::: Entries shown
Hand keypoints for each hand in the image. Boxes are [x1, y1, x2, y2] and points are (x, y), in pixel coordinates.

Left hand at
::::::
::: Entries shown
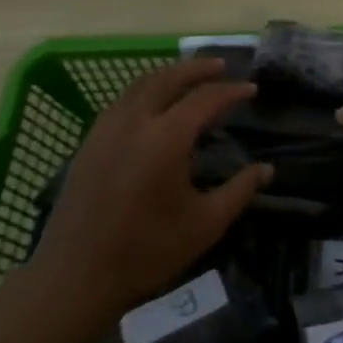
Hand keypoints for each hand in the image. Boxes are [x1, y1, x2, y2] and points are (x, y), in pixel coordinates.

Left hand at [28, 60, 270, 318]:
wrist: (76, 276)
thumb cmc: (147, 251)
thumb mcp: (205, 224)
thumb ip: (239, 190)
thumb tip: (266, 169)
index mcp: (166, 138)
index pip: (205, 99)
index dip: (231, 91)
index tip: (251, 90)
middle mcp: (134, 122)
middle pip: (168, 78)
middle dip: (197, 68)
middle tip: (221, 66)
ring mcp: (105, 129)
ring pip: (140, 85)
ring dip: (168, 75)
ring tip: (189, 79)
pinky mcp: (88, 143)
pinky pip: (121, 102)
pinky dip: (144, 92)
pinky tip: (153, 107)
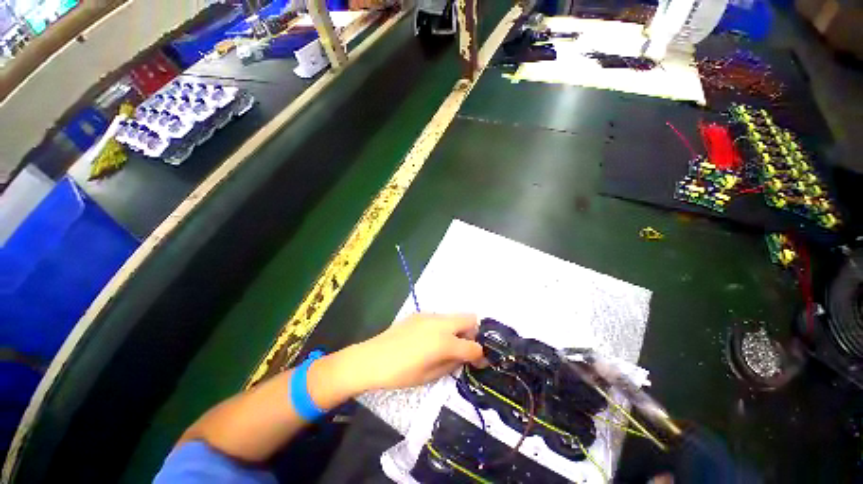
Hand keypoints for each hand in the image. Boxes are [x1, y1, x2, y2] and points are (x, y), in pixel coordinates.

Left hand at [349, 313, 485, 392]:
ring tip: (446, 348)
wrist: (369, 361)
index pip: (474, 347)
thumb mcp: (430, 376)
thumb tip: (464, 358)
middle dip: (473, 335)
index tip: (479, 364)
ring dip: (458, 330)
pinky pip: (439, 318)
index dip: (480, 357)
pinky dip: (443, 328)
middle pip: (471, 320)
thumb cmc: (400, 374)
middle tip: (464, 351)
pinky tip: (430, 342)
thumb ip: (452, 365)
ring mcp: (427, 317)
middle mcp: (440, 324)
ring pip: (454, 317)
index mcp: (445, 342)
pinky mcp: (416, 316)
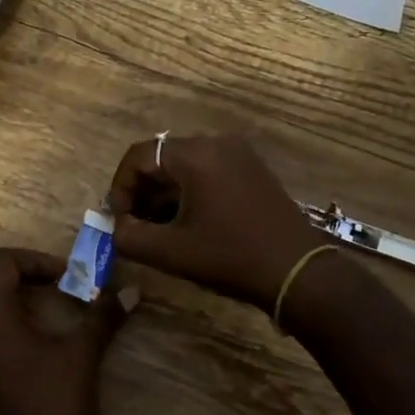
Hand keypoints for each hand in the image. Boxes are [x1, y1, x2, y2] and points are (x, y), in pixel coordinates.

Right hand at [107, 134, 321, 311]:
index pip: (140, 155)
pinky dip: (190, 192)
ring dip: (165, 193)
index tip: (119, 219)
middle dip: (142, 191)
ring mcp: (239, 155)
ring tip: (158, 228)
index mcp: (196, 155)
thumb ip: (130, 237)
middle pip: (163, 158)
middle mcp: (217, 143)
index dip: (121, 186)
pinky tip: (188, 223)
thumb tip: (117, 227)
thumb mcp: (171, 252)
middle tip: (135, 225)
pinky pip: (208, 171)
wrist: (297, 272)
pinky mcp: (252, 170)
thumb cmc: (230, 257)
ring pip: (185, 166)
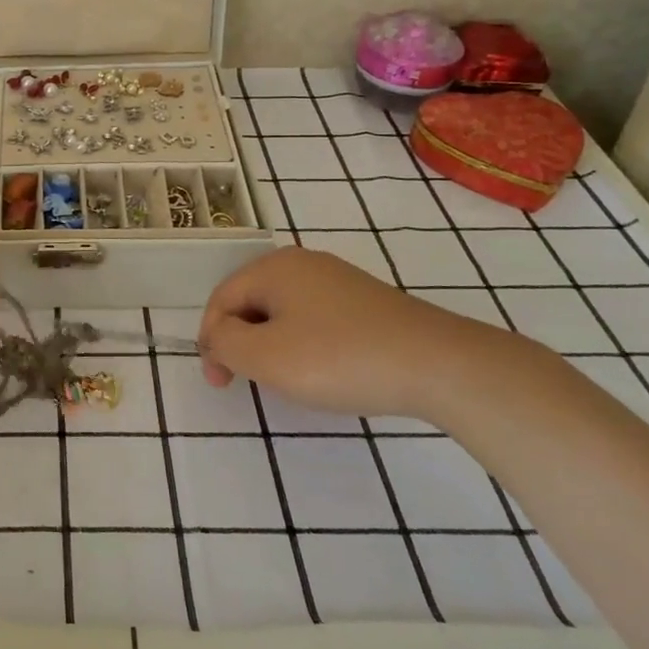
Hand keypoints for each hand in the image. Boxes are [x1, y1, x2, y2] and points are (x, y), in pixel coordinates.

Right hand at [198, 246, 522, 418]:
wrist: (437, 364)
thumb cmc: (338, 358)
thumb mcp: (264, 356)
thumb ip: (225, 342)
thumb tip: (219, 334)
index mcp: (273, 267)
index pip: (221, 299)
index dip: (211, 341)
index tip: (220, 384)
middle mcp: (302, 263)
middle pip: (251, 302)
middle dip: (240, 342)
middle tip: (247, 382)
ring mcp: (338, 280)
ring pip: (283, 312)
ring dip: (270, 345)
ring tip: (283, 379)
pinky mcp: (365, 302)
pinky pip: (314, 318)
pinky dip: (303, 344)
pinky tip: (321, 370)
::::::
Could you write out exactly the lines of the data above that run from the one holding "thumb mcp: (205, 224)" to the one holding "index mcp: (445, 342)", with both ends in and all pictures out?

thumb mcp: (205, 224)
thumb ip: (239, 190)
thumb tip: (266, 169)
index mcp: (166, 138)
index pip: (205, 99)
index dip: (231, 91)
index tip: (251, 90)
middle mcp: (134, 122)
middle pip: (168, 78)
middle dip: (197, 68)
middle tip: (221, 66)
ring mcp: (105, 129)
ring pip: (140, 85)
ring dip: (168, 75)
ring tip: (189, 79)
pinky mcp: (88, 143)
pinky pip: (121, 102)
pinky dip: (144, 92)
pinky tip: (153, 107)
Hand keypoints for each hand in the image. Boxes are [x1, y1, x2, y2] and points are (x, y), in pixel coordinates.

Left hand at [349, 313, 485, 392]:
ring tip: (446, 348)
wrist: (369, 361)
index pip: (474, 347)
thumb mcp: (430, 376)
thumb tip: (464, 358)
middle dip: (473, 335)
index tip: (479, 364)
ring dip: (458, 330)
pinky pip: (439, 318)
index dip: (480, 357)
pinky dip: (443, 328)
middle pip: (471, 320)
thumb cmc: (400, 374)
middle tip: (464, 351)
pinky tip: (430, 342)
thumb ip: (452, 365)
ring mcp: (427, 317)
middle mcp: (440, 324)
ring pip: (454, 317)
index mcp: (445, 342)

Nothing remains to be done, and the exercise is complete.